> [What to work on]: Copy every line of the records below that holds the word "points".

> [Provided material]:

- - - - -

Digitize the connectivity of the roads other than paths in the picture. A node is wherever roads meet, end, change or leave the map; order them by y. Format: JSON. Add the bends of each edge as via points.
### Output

- - - - -

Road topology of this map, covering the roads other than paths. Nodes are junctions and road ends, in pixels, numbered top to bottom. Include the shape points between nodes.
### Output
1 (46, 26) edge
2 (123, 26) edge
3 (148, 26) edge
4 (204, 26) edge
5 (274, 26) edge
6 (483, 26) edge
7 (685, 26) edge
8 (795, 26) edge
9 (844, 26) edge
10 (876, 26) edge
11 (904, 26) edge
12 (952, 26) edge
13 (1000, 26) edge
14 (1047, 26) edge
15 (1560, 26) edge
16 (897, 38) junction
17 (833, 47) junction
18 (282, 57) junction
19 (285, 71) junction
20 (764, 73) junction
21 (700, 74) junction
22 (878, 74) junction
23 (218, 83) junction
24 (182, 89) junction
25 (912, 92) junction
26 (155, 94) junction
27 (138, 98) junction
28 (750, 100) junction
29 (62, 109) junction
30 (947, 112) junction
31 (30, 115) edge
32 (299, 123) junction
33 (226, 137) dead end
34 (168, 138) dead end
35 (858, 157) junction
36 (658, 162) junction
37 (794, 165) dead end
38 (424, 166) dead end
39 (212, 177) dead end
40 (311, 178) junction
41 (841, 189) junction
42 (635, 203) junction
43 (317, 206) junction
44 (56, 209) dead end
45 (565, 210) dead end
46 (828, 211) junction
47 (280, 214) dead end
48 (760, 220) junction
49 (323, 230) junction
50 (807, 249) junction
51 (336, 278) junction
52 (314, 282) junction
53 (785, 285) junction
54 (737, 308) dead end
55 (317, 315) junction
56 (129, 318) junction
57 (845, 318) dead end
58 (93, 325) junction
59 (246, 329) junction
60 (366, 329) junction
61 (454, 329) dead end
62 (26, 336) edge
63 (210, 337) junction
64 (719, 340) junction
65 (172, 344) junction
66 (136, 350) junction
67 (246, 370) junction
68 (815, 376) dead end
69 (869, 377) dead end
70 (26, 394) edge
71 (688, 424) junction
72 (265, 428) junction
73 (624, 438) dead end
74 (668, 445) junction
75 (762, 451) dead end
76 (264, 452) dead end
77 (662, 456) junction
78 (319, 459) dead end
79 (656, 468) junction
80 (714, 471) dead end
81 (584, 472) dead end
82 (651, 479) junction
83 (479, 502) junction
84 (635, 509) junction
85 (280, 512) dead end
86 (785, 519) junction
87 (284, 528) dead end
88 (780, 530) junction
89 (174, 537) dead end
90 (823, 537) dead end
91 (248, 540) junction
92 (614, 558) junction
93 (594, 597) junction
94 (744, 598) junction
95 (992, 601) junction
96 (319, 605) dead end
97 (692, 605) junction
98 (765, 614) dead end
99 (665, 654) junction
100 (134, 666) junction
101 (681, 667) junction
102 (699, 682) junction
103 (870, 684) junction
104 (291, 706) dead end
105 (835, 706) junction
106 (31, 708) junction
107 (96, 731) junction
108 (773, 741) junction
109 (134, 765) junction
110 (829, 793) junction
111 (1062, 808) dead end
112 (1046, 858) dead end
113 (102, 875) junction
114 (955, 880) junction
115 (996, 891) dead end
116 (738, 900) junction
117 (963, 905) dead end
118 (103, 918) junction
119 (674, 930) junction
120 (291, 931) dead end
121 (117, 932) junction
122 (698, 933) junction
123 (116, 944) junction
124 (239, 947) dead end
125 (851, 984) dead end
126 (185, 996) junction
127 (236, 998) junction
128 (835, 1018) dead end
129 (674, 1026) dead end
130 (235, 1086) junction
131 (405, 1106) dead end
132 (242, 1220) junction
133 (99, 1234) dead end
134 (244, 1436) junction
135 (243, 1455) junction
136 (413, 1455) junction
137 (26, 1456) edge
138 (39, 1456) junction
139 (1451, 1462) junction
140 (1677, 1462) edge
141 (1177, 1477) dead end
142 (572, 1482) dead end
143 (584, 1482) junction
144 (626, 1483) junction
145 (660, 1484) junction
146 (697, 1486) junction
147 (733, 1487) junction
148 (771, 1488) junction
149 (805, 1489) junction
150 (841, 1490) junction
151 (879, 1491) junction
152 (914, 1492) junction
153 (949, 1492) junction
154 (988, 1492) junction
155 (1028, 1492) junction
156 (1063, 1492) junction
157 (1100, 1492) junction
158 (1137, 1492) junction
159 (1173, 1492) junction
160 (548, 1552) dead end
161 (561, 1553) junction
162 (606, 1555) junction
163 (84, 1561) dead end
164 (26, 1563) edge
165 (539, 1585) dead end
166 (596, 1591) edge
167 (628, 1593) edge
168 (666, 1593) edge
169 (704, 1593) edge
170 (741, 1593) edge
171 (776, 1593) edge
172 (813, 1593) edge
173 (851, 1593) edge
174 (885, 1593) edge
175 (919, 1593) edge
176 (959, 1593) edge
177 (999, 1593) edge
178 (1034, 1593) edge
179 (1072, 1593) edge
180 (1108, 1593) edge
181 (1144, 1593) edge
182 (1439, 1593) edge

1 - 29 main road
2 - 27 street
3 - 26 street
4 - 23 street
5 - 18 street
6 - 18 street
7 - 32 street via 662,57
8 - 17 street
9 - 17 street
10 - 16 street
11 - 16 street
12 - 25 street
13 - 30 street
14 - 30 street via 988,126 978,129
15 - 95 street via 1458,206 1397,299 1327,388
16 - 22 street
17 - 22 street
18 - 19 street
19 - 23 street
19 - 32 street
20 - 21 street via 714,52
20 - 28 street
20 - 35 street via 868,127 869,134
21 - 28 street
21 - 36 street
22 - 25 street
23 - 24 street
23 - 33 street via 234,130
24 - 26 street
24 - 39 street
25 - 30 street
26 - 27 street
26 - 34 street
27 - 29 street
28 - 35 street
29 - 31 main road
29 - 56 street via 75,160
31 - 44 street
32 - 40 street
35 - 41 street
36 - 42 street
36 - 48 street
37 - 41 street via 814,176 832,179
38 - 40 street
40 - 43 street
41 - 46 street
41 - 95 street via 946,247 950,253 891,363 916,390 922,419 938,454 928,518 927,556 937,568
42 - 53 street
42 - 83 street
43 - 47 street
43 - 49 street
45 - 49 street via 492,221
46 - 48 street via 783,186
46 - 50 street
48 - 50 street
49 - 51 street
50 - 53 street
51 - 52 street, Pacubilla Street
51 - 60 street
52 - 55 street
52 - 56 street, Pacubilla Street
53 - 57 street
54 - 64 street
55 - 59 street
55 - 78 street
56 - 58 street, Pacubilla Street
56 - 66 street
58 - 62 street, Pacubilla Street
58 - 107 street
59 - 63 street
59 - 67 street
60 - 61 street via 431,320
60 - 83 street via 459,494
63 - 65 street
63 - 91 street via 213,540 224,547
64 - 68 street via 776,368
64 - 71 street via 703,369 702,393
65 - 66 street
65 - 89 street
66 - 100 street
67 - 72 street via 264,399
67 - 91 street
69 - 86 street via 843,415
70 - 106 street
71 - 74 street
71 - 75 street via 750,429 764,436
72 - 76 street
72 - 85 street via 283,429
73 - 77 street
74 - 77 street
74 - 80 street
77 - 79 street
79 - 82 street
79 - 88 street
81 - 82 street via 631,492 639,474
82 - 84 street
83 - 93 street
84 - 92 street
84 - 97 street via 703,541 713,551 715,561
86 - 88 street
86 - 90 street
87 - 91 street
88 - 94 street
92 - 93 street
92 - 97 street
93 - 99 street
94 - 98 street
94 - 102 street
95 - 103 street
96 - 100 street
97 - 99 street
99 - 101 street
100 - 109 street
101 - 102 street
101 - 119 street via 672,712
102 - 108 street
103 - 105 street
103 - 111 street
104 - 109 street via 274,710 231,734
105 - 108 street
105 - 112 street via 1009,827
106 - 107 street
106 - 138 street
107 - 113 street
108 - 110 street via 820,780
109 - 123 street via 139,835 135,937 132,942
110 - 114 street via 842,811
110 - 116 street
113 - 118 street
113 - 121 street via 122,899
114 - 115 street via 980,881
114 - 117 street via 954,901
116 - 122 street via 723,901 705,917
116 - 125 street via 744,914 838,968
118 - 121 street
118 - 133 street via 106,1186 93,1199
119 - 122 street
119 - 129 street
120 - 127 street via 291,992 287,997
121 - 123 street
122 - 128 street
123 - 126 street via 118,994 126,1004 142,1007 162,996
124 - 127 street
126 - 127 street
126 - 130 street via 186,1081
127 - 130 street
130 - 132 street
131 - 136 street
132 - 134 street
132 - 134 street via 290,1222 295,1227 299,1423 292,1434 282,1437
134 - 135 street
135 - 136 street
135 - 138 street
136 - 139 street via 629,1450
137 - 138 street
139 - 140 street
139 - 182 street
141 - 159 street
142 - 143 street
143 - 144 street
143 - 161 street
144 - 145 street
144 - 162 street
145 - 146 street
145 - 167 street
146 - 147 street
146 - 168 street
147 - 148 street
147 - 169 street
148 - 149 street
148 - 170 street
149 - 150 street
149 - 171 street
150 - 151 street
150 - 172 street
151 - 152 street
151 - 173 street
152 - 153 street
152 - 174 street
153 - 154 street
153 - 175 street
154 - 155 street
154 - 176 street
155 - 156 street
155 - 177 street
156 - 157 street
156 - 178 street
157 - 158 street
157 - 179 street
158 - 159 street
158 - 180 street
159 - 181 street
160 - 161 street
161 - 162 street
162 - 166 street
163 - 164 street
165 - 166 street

- - - - -

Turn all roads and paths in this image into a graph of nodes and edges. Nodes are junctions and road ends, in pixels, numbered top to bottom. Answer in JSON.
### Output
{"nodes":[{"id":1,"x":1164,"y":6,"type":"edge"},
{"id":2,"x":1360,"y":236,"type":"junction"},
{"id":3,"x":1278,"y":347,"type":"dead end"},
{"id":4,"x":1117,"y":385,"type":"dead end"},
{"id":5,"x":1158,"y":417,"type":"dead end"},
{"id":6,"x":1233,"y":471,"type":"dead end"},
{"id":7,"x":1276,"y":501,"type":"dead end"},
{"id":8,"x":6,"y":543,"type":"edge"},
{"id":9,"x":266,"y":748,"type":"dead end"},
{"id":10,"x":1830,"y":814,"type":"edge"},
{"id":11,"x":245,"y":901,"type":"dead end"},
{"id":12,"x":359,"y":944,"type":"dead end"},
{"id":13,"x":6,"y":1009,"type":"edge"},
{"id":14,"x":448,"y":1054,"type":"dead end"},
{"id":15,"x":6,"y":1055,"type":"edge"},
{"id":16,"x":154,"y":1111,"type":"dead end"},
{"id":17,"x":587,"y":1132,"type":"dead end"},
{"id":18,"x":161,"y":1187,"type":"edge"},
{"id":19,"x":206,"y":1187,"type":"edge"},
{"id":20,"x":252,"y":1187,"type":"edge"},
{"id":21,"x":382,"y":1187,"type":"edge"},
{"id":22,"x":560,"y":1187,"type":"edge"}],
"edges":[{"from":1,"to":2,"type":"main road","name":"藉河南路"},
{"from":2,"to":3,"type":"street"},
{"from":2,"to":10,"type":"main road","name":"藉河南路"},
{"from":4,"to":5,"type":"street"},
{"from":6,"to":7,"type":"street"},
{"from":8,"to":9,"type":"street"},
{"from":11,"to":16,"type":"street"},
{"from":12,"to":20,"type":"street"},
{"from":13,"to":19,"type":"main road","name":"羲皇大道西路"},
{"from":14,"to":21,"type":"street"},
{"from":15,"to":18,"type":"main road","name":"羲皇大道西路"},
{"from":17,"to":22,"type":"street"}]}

- - - - -

> [Answer for this exercise]:
Digitize the connectivity of the roads other than paths in the picture. A node is wherever roads meet, end, change or leave the map; order them by y. Format: JSON. Add the bends of each edge as via points.
Road topology of this map, covering the roads other than paths. Nodes are junctions and road ends, in pixels, numbered top to bottom. Include the shape points between nodes.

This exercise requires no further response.